Figure 2. The conversion of testosterone into estrogen. In male rats, the testes secrete testosterone, which is converted into an estrogen in the brain by the enzyme aromatase. Estrogen then binds to estrogen receptors (ER) to modulate gene expression such that the SDN-POA differentiates in a masculine fashion. Steroid reduces naturally occurring cell death, resulting in more neurons surviving in males than in females. Full Figure and legend (51K)

The ferret SDN-POA also has a greater volume in males than in females due to perinatal stimulation of estrogen receptors in males, but in this species, cell death does not seem to be involved in sexual differentiation⁸. Unfortunately, Nissl stain does not reveal an SDN-POA in mice⁹, but cells containing androgen receptors demarcate a sexually dimorphic area in the mouse POA that resembles the rat SDN-POA¹⁰. If the areas are homologous, then scientists may be able to use genetic tools available in mice to discern the molecular events involved in masculinization of this nucleus.

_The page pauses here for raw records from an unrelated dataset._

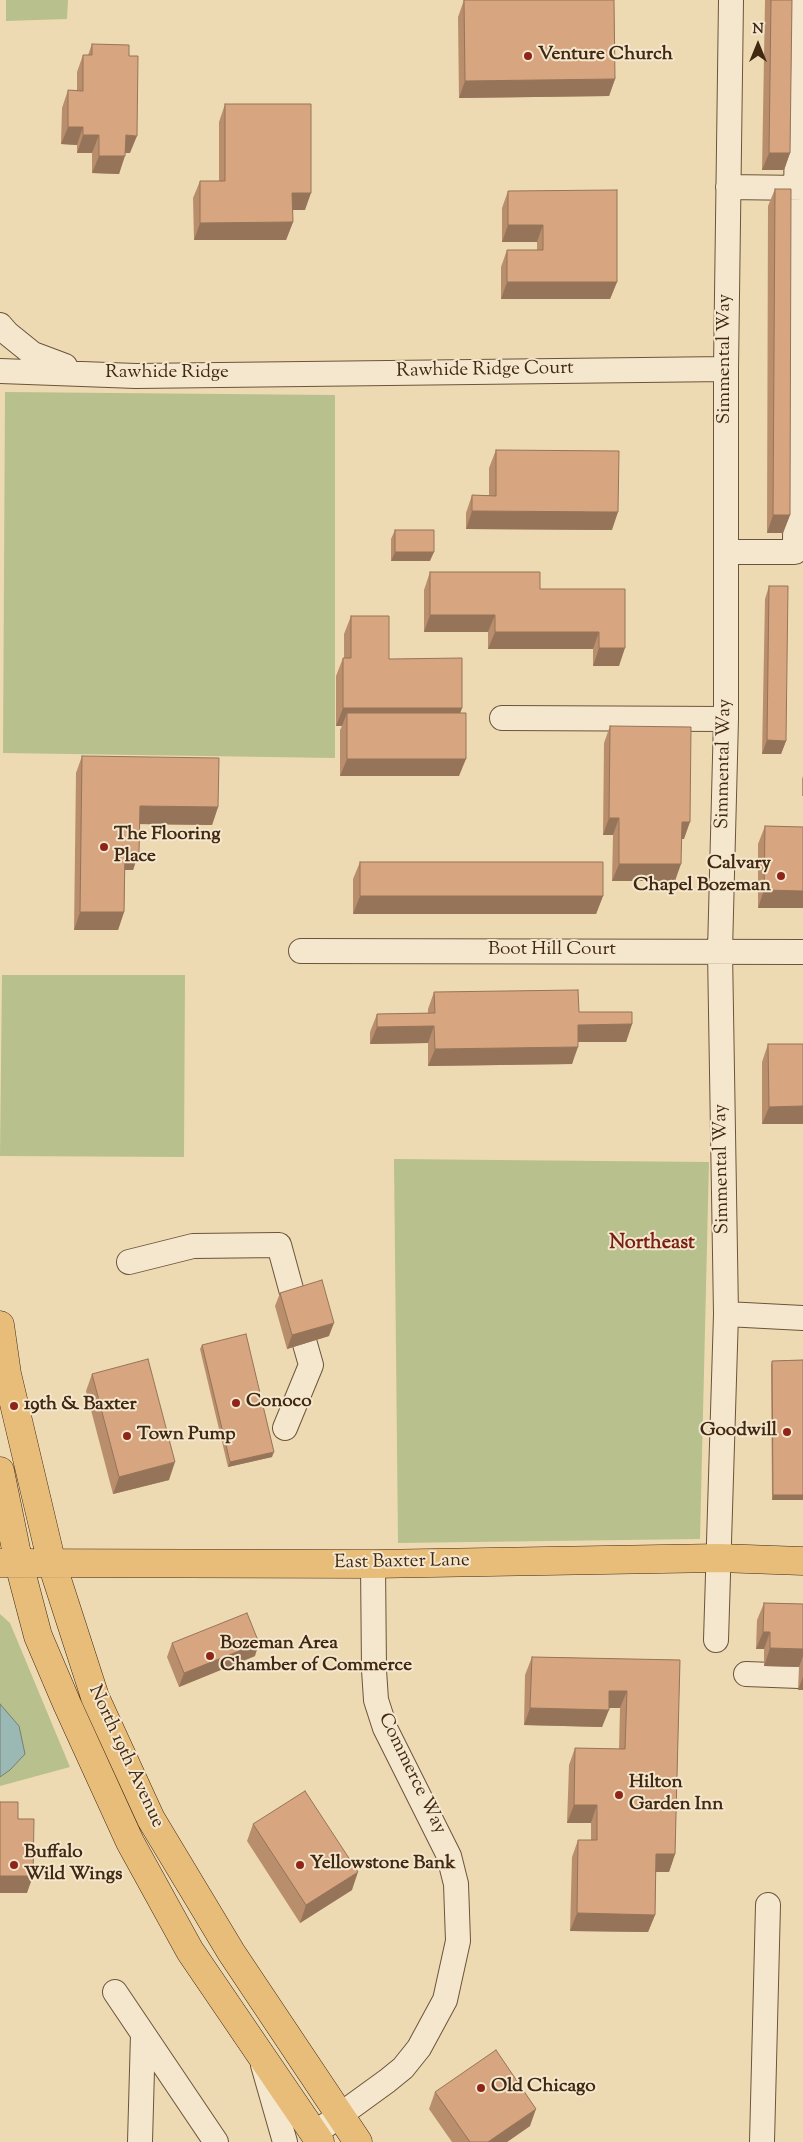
<!DOCTYPE html>
<html>
<head>
<meta charset="utf-8">
<style>
  body { margin:0 }
  #map { position:relative; width:803px; height:2142px; overflow:hidden; background:#eedab2; font-family:"Sorts Mill Goudy",serif }
  canvas { display:block }
  .north { position:absolute; left:733px; top:20px; width:50px; height:50px; -webkit-text-stroke:4px #f4e7cd; paint-order:stroke; rotate:0deg; font-size:14px; font-weight:700; line-height:20px; text-align:center; color:#412812 }
  .north::after { content:''; display:block; margin:auto; width:18px; height:22px; background:#412812; clip-path:polygon(50% 0,100% 100%,50% 72%,0 100%) }
</style>
</head>
<body>
<div id="map">
<canvas width="803" height="2142"></canvas>
<div class="north">N</div>
</div>
<script>
const g = document.querySelector('canvas').getContext('2d');
g.lineJoin = 'round';
function paint(path, color) { g.fillStyle = color; g.fill(path, 'evenodd'); }
const poly = rows => new Path2D(rows.map(r => 'M' + r).join(''));
function stroke(path, color, width, dash) { g.strokeStyle = color; g.lineWidth = width; g.lineCap = dash ? 'butt' : 'round'; g.setLineDash(dash || []); g.stroke(path); }
function label(font, color, halo, rows, align = 'center') {
  g.font = font + ' "Sorts Mill Goudy",serif'; g.lineWidth = 4; g.setLineDash([]); g.textBaseline = 'middle'; g.strokeStyle = halo; g.fillStyle = color; for (const [text, x, y, turn = 0] of rows) {
    g.save(); g.translate(x, y); g.rotate((+turn || 0) * Math.PI / 180); g.textAlign = isNaN(turn) ? turn : align; if (halo) g.strokeText(text, 0, 0); g.fillText(text, 0, 0); g.restore();
  }
}
paint(poly([
  [6,0,68,0,67,19,6,21],
  [5,392,335,395,335,758,3,753],
  [2,975,185,975,184,1157,0,1156],
  [394,1159,709,1162,700,1539,398,1543],
  [0,1614,10,1623,70,1767,0,1786]
]), '#b8c08d');
const water = poly([
  [0,1704,19,1726,25,1754,10,1770,0,1777,0,1704]
]);
paint(water, '#9bb9b4');
stroke(water, '#777f73', 1);
const minor = poly([
  [728,187,803,188],
  [0,325,7,333,33,354,65,366],
  [0,371,136,376,726,369],
  [726,552,795,552,797,0],
  [502,718,726,719],
  [301,951,803,952],
  [129,1262,193,1246,279,1245,294,1300],
  [726,1314,803,1318],
  [285,1428,311,1365,305,1344],
  [716,1640,726,1314,720,951,726,719,726,369,731,0],
  [746,1674,799,1676],
  [115,1992,216,2142],
  [263,2065,285,2142],
  [314,2134,387,2081,403,2068,419,2048,445,2000,458,1941,456,1884,449,1856,385,1728,376,1700,374,1670,373,1564],
  [140,2142,143,2034],
  [762,2142,768,1905]
]);
const major = poly([
  [0,1325,7,1374,52,1564,95,1697,151,1819,231,1952,358,2142],
  [0,1471,19,1564,38,1636,67,1704,130,1842,190,1951,320,2142],
  [0,1563,373,1564,719,1558,803,1561]
]);
stroke(minor, '#6c543a', 26);
stroke(major, '#412812', 29);
stroke(minor, '#f4e7cd', 24);
stroke(major, '#e7bd79', 28);
paint(poly([
  [464,0,615,79,609,96,459,98,458,17],
  [765,0,792,0,790,153,784,170,762,170],
  [92,44,130,153,125,153,119,174,92,173,92,153,77,153,77,145,61,144,62,108,68,90,77,91,77,72,83,55,88,55],
  [225,104,305,210,293,210,293,222,286,240,194,240,193,198,200,181,219,181,219,122],
  [775,189,790,515,783,533,767,533,768,206],
  [508,191,617,282,610,299,501,299,501,267,507,250,537,250,537,242,502,242,502,208],
  [496,450,612,530,466,529,466,513,472,495,489,495,489,468],
  [395,530,430,561,391,561,391,539],
  [430,572,540,589,625,589,619,666,593,666,593,649,488,649,488,632,424,632,424,590],
  [769,586,786,741,781,754,762,754,765,599],
  [351,616,389,659,462,708,460,713,459,776,340,776,340,730,342,726,336,726,336,676,343,658,344,658,344,634],
  [610,726,684,839,682,839,675,881,612,881,613,835,603,835,604,743],
  [82,756,218,807,212,825,140,824,139,852,133,870,125,870,124,912,118,930,74,930,76,773],
  [803,776,803,796,802,796,802,779],
  [765,826,803,827,803,908,758,908,758,844],
  [360,862,603,896,596,914,353,914,353,879],
  [434,992,579,1012,632,1024,626,1042,578,1042,572,1064,428,1066,428,1043,370,1044,370,1032,377,1014,428,1013,428,1009],
  [768,1044,803,1044,803,1124,762,1124,762,1062],
  [280,1293,329,1336,287,1349,275,1306],
  [202,1345,272,1457,228,1467,200,1349],
  [803,1360,803,1500,772,1500,771,1365,772,1361],
  [92,1374,169,1480,113,1494,86,1391],
  [764,1603,803,1604,803,1690,798,1690,799,1667,764,1666,764,1649,756,1649,757,1620],
  [172,1643,255,1656,179,1687,167,1657],
  [532,1657,680,1660,675,1854,669,1872,656,1872,655,1915,648,1932,570,1931,572,1857,578,1840,591,1840,591,1823,567,1823,569,1765,575,1748,619,1749,620,1708,609,1708,602,1727,524,1725,525,1675],
  [253,1824,352,1890,300,1923,247,1841],
  [435,2092,530,2126,507,2142,452,2142,429,2109]
]), '#b98e6d');
paint(poly([
  [615,79,609,96,459,98,465,81],
  [68,127,83,127,77,145,61,144],
  [83,135,99,135,92,153,77,153],
  [126,135,137,136,130,153,119,153],
  [769,153,790,153,784,170,762,170],
  [99,156,125,156,119,174,92,173],
  [292,193,311,193,305,210,286,210],
  [293,222,286,240,194,240,200,223],
  [508,225,543,225,537,242,502,242],
  [507,282,617,282,610,299,501,299],
  [472,511,618,512,612,530,466,529],
  [773,515,790,515,783,533,767,533],
  [395,552,434,552,430,561,391,561],
  [430,615,495,615,488,632,424,632],
  [495,632,599,632,593,649,488,649],
  [599,648,625,648,619,666,593,666],
  [343,708,462,708,456,725,347,713,342,726,336,726],
  [767,740,786,741,781,754,762,754],
  [347,759,466,759,459,776,340,776],
  [140,806,218,807,212,825,133,824],
  [609,818,619,818,613,835,603,835],
  [682,822,690,822,684,839,675,839],
  [125,852,139,852,133,870,119,870],
  [619,864,681,864,675,881,612,881],
  [764,890,803,891,803,908,758,908],
  [360,896,603,896,596,914,353,914],
  [80,912,124,912,118,930,74,930],
  [632,1024,626,1042,572,1042,578,1025],
  [434,1026,428,1043,370,1044,377,1027],
  [578,1047,572,1064,428,1066,435,1049],
  [803,1106,803,1124,762,1124,769,1107],
  [334,1323,329,1336,287,1349,292,1335],
  [274,1452,272,1457,228,1467,230,1462],
  [175,1462,169,1480,113,1494,119,1477],
  [773,1495,803,1495,803,1500,772,1500],
  [763,1632,770,1632,764,1649,756,1649],
  [259,1643,255,1656,179,1687,184,1673],
  [770,1648,803,1649,803,1656,799,1667,764,1666],
  [803,1677,803,1690,798,1690],
  [609,1691,627,1691,620,1708,603,1708],
  [530,1708,609,1710,602,1727,524,1725],
  [574,1805,597,1805,591,1823,567,1823],
  [656,1854,675,1854,669,1872,650,1872],
  [358,1872,352,1890,300,1923,306,1905],
  [0,1876,33,1876,27,1893,0,1893],
  [577,1913,655,1915,648,1932,570,1931],
  [536,2109,530,2126,507,2142,488,2142]
]), '#967459');
const building = poly([
  [464,0,614,0,615,79,465,81,464,0],
  [771,0,792,0,790,153,769,153,771,0],
  [92,44,129,45,129,56,138,56,137,136,126,135,125,156,99,156,99,135,83,135,83,127,68,127,68,90,83,91,83,55,92,55,92,44],
  [225,104,311,104,311,193,292,193,293,222,200,223,200,181,225,181,225,104],
  [775,189,791,189,790,515,773,515,775,189],
  [617,190,617,282,507,282,507,250,543,250,543,225,508,225,508,191,617,190],
  [496,450,619,451,618,512,472,511,472,495,496,496,496,450],
  [395,530,434,530,434,552,395,552,395,530],
  [430,572,540,572,540,589,625,589,625,648,599,648,599,632,495,632,495,615,430,615,430,572],
  [769,586,788,586,786,741,767,740,769,586],
  [351,616,389,616,389,659,462,658,462,708,343,708,343,658,351,658,351,616],
  [347,713,466,713,466,759,347,759,347,713],
  [610,726,691,727,690,822,682,822,681,864,619,864,619,818,609,818,610,726],
  [82,756,219,758,218,807,140,806,139,852,125,852,124,912,80,912,82,756],
  [765,826,803,827,803,891,764,890,765,826],
  [360,862,603,862,603,896,360,896,360,862],
  [578,990,579,1012,632,1012,632,1024,578,1025,578,1047,435,1049,434,1026,377,1027,377,1014,435,1013,434,992,578,990],
  [768,1044,803,1044,803,1106,769,1107,768,1044],
  [322,1280,334,1323,292,1335,280,1293,322,1280],
  [246,1334,274,1452,230,1462,202,1345,246,1334],
  [148,1359,175,1462,119,1477,92,1374,148,1359],
  [803,1360,803,1495,773,1495,772,1361,803,1360],
  [764,1603,803,1604,803,1649,770,1648,770,1632,763,1632,764,1603],
  [247,1613,259,1643,184,1673,172,1643,247,1613],
  [532,1657,680,1660,675,1854,656,1854,655,1915,577,1913,578,1840,597,1840,597,1805,574,1805,575,1748,625,1749,627,1691,609,1691,609,1710,530,1708,532,1657],
  [305,1791,358,1872,306,1905,253,1824,305,1791],
  [0,1802,18,1802,18,1819,34,1819,33,1876,0,1876,0,1802],
  [496,2050,536,2109,488,2142,470,2142,435,2092,496,2050]
]);
paint(building, '#d7a57f');
stroke(building, '#967459', 1);
for (const [x, y, r, color] of [
  [528,56,5,"#8f2418"],
  [104,847,5,"#8f2418"],
  [781,876,5,"#8f2418"],
  [236,1403,5,"#8f2418"],
  [14,1406,5,"#8f2418"],
  [787,1432,5,"#8f2418"],
  [127,1436,5,"#8f2418"],
  [210,1656,5,"#8f2418"],
  [619,1795,5,"#8f2418"],
  [14,1865,5,"#8f2418"],
  [300,1865,5,"#8f2418"],
  [481,2088,5,"#8f2418"]
]) { const dot = new Path2D(); dot.arc(x, y, r, 0, 2 * Math.PI); g.fillStyle = color; g.fill(dot); stroke(dot, '#f4e7cd', 2); }
label('bold 19px', '#412812', '#f4e7cd', [
  ["Venture Church",538,56],
  ["The Flooring",114,836],
  ["Place",114,858],
  ["Calvary",771,865,"right"],
  ["Chapel Bozeman",771,887,"right"],
  ["Conoco",246,1403],
  ["19th & Baxter",24,1406],
  ["Goodwill",777,1432,"right"],
  ["Town Pump",137,1436],
  ["Bozeman Area",220,1645],
  ["Chamber of Commerce",220,1667],
  ["Hilton",629,1784],
  ["Garden Inn",629,1806],
  ["Buffalo",24,1854],
  ["Wild Wings",24,1876],
  ["Yellowstone Bank",310,1865],
  ["Old Chicago",491,2088]
], 'left');
label('19px', '#412812', '#f4e7cd', [
  ["Simmental Way",726,359,-90],
  ["Rawhide Ridge Court",485,371,-1],
  ["Rawhide Ridge",167,374],
  ["Simmental Way",725,764,-89],
  ["Boot Hill Court",552,951],
  ["Simmental Way",723,1169,-91],
  ["East Baxter Lane",402,1563,-1],
  ["North 19th Avenue",125,1757,65],
  ["Commerce Way",411,1774,64]
]);
label('bold 20px', '#7a1f14', '#f4e7cd', [
  ["Northeast",652,1245]
]);
</script>
</body>
</html>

Sexually dimorphic brain regions are not always larger in males; the anteroventral periventricular nucleus (AVPV), part of the hypothalamic system regulating ovulatory cycles, is larger in females than in males, in both mice and rats¹¹. As with the SDN-POA, sexual differentiation of the AVPV is due to the actions of aromatized metabolites of testosterone on estrogen receptors, which modulate apoptosis early in life; hormone manipulations in adults have no effect. In contrast to the SDN-POA, masculinization of the AVPV is due to testosterone-induced apoptosis, resulting in a smaller nucleus in adult males than in females¹¹. The opposing responses of SDN-POA and AVPV to testosterone indicate that the molecular makeup of the cells targeted by hormone in these two systems must differ.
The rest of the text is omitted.